Re: system gets stuck in a lock during boot



On Mon, Sep 07, 2009 at 02:49:44PM -0700, Justin Mattock wrote:

* Justin P. Mattock<justinmattock@xxxxxxxxx>  wrote:



Ingo Molnar wrote:


* Justin Mattock<justinmattock@xxxxxxxxx>   wrote:




O.K. I feel better, deleted
my system, and threw in a minimal built system
with only the bare essentials to boot.
(just to make sure things are correct).

unfortunately after building rc6 I'm still hitting
this. really am not sure why this is happening.



Could you please double-check the bisection result by doing this:

  git revert af6af30c0f

on the latest kernel and seeing whether that fixes the lockup?

Bisections are very efficient and hence very sensitive as well to
minimal errors. Just one small mistake near the end of a bisection
can blame the wrong commit.

So the best way to double-check such 100%-triggerable crashes is to
do the revert. I tried the revert and it can be done fine here.

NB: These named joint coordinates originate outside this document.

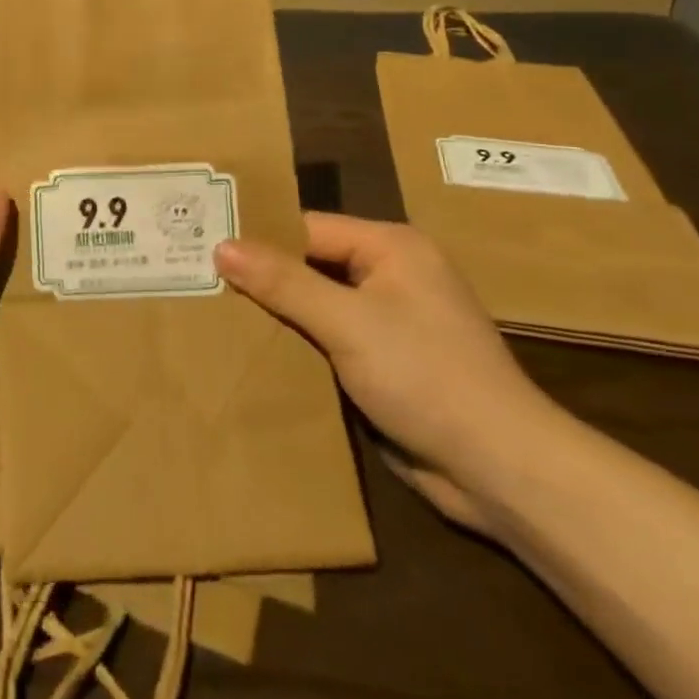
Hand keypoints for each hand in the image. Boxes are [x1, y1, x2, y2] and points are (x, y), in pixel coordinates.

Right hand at [214, 212, 561, 532]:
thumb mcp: (348, 322)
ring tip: (212, 314)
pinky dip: (298, 345)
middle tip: (198, 280)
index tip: (202, 247)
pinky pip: (329, 340)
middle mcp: (391, 275)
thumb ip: (283, 282)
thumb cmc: (426, 376)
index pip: (307, 229)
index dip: (257, 238)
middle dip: (262, 278)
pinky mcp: (386, 364)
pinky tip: (254, 353)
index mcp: (391, 248)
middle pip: (310, 265)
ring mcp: (390, 322)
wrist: (501, 470)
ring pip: (316, 305)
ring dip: (277, 315)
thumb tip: (222, 246)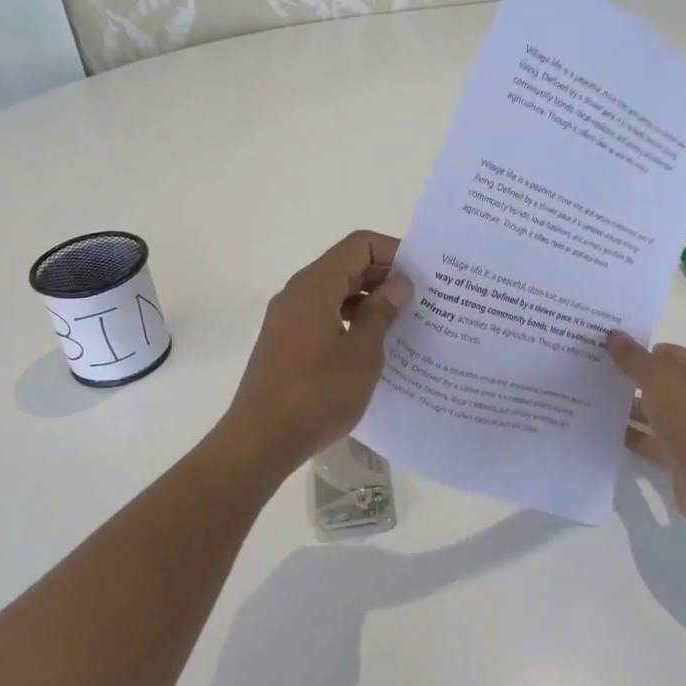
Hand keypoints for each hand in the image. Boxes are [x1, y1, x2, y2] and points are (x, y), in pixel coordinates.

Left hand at [220, 231, 413, 473]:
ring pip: (336, 293)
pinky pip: (324, 316)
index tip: (424, 275)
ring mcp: (288, 319)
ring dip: (369, 302)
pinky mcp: (286, 343)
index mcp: (315, 286)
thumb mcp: (362, 353)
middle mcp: (298, 293)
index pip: (359, 245)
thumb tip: (399, 284)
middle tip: (423, 300)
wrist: (261, 440)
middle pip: (347, 266)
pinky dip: (351, 321)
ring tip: (405, 323)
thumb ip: (382, 313)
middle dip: (385, 277)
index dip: (393, 251)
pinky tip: (374, 347)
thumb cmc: (317, 394)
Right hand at [608, 331, 685, 539]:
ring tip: (595, 399)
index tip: (619, 349)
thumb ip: (636, 359)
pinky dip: (633, 437)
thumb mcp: (661, 381)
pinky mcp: (683, 461)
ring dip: (632, 409)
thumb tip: (615, 335)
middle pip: (667, 386)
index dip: (651, 350)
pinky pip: (653, 443)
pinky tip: (604, 431)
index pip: (679, 356)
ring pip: (658, 415)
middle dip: (637, 379)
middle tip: (601, 372)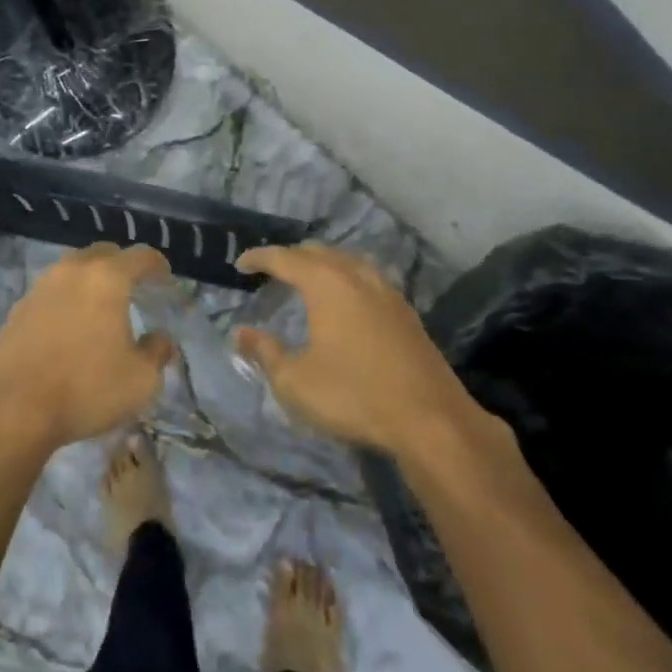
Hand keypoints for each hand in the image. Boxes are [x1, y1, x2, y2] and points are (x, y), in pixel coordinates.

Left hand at [0, 243, 176, 451]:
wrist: (15, 408)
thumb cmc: (87, 388)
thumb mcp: (140, 379)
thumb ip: (157, 352)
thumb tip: (160, 338)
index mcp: (107, 278)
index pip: (140, 256)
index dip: (158, 265)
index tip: (166, 278)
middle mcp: (72, 271)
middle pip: (103, 253)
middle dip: (122, 265)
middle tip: (135, 287)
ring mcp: (41, 287)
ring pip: (73, 269)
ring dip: (91, 279)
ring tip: (101, 305)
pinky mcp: (19, 308)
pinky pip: (52, 291)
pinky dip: (67, 298)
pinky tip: (71, 324)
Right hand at [234, 244, 505, 458]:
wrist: (430, 419)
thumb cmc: (354, 395)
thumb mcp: (295, 381)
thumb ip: (265, 352)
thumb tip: (241, 334)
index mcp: (326, 284)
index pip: (284, 258)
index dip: (259, 258)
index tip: (241, 265)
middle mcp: (357, 277)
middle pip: (318, 252)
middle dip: (291, 256)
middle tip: (271, 271)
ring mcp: (387, 292)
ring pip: (348, 260)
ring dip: (323, 263)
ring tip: (308, 278)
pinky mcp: (406, 312)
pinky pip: (369, 277)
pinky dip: (348, 277)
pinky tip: (348, 299)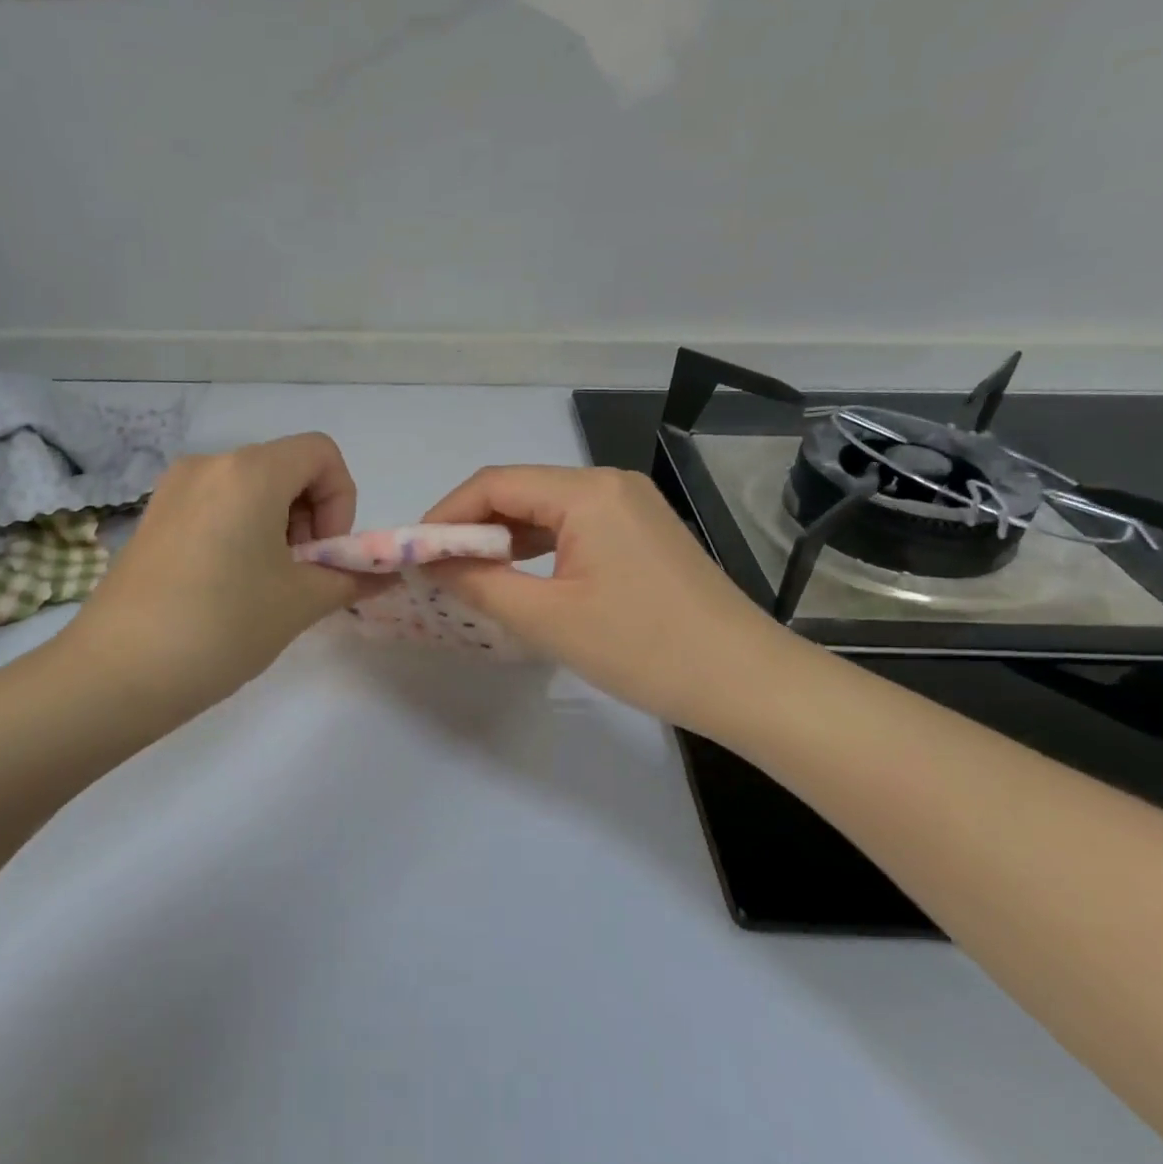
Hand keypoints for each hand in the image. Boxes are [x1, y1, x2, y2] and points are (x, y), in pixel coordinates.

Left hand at [65, 433, 372, 717]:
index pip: (321, 453)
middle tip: (300, 575)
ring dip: (278, 527)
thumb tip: (386, 575)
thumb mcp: (300, 603)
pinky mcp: (153, 518)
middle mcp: (209, 465)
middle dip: (310, 516)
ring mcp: (173, 490)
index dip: (341, 499)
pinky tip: (228, 587)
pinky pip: (217, 506)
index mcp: (249, 472)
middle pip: (286, 468)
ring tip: (266, 586)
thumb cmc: (222, 626)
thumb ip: (352, 578)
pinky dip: (242, 533)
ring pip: (251, 489)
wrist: (116, 674)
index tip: (324, 553)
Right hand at [423, 466, 787, 727]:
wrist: (745, 680)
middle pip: (520, 490)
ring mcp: (631, 505)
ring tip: (472, 576)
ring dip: (505, 537)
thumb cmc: (642, 648)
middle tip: (440, 569)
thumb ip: (479, 582)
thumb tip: (431, 562)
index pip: (494, 483)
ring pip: (546, 508)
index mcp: (586, 492)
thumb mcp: (547, 619)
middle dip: (473, 526)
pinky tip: (522, 576)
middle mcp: (609, 483)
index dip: (447, 514)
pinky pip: (575, 526)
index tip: (417, 553)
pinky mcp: (643, 531)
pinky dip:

[ _If_ that does not fix the bug then to save time you can
    'backtrack' the bisection, instead of re-doing it completely.
    I.e. you have your bisection log, re-check the final steps going
    backwards. Once you find a discrepancy (i.e. a 'bad' point that
    is 'good' or the other way around), redo the bisection log
    commands up to that point and continue it up to the end. ]

       Ingo




shoot, I did not see your post here. when looking at my bisect
log, I guess after a git bisect reset it clears?

Anyways after git bisect had finished I looked manually at the
commits that it had generated the one which I had sent in a post
previously, and this one:

 9424edc2da097c8589fcc24a72552d33e54be161


(this commit has no effect on your kernel image, at all.)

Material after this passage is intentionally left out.